[Saved entries]
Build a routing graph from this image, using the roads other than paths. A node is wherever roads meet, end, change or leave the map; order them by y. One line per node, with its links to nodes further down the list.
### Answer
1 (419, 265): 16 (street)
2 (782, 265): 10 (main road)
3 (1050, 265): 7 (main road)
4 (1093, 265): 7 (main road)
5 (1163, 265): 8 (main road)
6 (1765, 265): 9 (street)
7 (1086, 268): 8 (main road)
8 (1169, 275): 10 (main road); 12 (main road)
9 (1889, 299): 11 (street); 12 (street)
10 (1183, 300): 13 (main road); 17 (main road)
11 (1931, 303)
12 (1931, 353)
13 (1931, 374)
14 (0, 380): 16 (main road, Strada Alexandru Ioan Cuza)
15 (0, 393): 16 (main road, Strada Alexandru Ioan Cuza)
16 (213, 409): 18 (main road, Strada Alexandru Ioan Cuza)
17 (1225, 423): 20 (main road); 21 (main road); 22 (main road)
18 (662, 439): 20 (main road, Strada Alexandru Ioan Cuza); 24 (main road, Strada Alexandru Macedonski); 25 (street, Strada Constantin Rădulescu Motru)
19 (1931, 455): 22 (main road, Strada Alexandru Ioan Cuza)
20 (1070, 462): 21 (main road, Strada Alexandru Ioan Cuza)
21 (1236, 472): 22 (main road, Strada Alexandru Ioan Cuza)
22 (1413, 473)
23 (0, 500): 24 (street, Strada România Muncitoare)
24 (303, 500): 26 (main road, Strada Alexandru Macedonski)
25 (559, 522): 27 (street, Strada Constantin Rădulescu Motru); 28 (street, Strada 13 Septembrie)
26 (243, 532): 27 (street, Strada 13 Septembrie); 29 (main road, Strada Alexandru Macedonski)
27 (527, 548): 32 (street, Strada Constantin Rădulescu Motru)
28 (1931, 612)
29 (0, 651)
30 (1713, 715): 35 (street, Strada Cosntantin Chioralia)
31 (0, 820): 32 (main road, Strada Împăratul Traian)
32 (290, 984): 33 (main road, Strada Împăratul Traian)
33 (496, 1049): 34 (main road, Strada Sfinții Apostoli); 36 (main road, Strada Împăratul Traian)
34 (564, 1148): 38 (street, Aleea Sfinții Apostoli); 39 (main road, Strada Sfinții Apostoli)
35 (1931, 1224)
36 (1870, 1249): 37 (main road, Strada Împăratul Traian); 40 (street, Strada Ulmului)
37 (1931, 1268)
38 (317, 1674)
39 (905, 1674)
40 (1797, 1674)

▸ **TASK PROMPT**:
Output each record precisely as written.

▸ **RESULT**:
Build a routing graph from this image, using the roads other than paths. A node is wherever roads meet, end, change or leave the map; order them by y. One line per node, with its links to nodes further down the list.
### Answer
1 (419, 265): 16 (street)
2 (782, 265): 10 (main road)
3 (1050, 265): 7 (main road)
4 (1093, 265): 7 (main road)
5 (1163, 265): 8 (main road)
6 (1765, 265): 9 (street)
7 (1086, 268): 8 (main road)
8 (1169, 275): 10 (main road); 12 (main road)
9 (1889, 299): 11 (street); 12 (street)
10 (1183, 300): 13 (main road); 17 (main road)
11 (1931, 303)
12 (1931, 353)
13 (1931, 374)
14 (0, 380): 16 (main road, Strada Alexandru Ioan Cuza)
15 (0, 393): 16 (main road, Strada Alexandru Ioan Cuza)
16 (213, 409): 18 (main road, Strada Alexandru Ioan Cuza)
17 (1225, 423): 20 (main road); 21 (main road); 22 (main road)
18 (662, 439): 20 (main road, Strada Alexandru Ioan Cuza); 24 (main road, Strada Alexandru Macedonski); 25 (street, Strada Constantin Rădulescu Motru)
19 (1931, 455): 22 (main road, Strada Alexandru Ioan Cuza)
20 (1070, 462): 21 (main road, Strada Alexandru Ioan Cuza)
21 (1236, 472): 22 (main road, Strada Alexandru Ioan Cuza)
22 (1413, 473)
23 (0, 500): 24 (street, Strada România Muncitoare)
24 (303, 500): 26 (main road, Strada Alexandru Macedonski)
25 (559, 522): 27 (street, Strada Constantin Rădulescu Motru); 28 (street, Strada 13 Septembrie)
26 (243, 532): 27 (street, Strada 13 Septembrie); 29 (main road, Strada Alexandru Macedonski)
27 (527, 548): 32 (street, Strada Constantin Rădulescu Motru)
28 (1931, 612)
29 (0, 651)
30 (1713, 715): 35 (street, Strada Cosntantin Chioralia)
31 (0, 820): 32 (main road, Strada Împăratul Traian)
32 (290, 984): 33 (main road, Strada Împăratul Traian)
33 (496, 1049): 34 (main road, Strada Sfinții Apostoli); 36 (main road, Strada Împăratul Traian)
34 (564, 1148): 38 (street, Aleea Sfinții Apostoli); 39 (main road, Strada Sfinții Apostoli)
35 (1931, 1224)
36 (1870, 1249): 37 (main road, Strada Împăratul Traian); 40 (street, Strada Ulmului)
37 (1931, 1268)
38 (317, 1674)
39 (905, 1674)
40 (1797, 1674)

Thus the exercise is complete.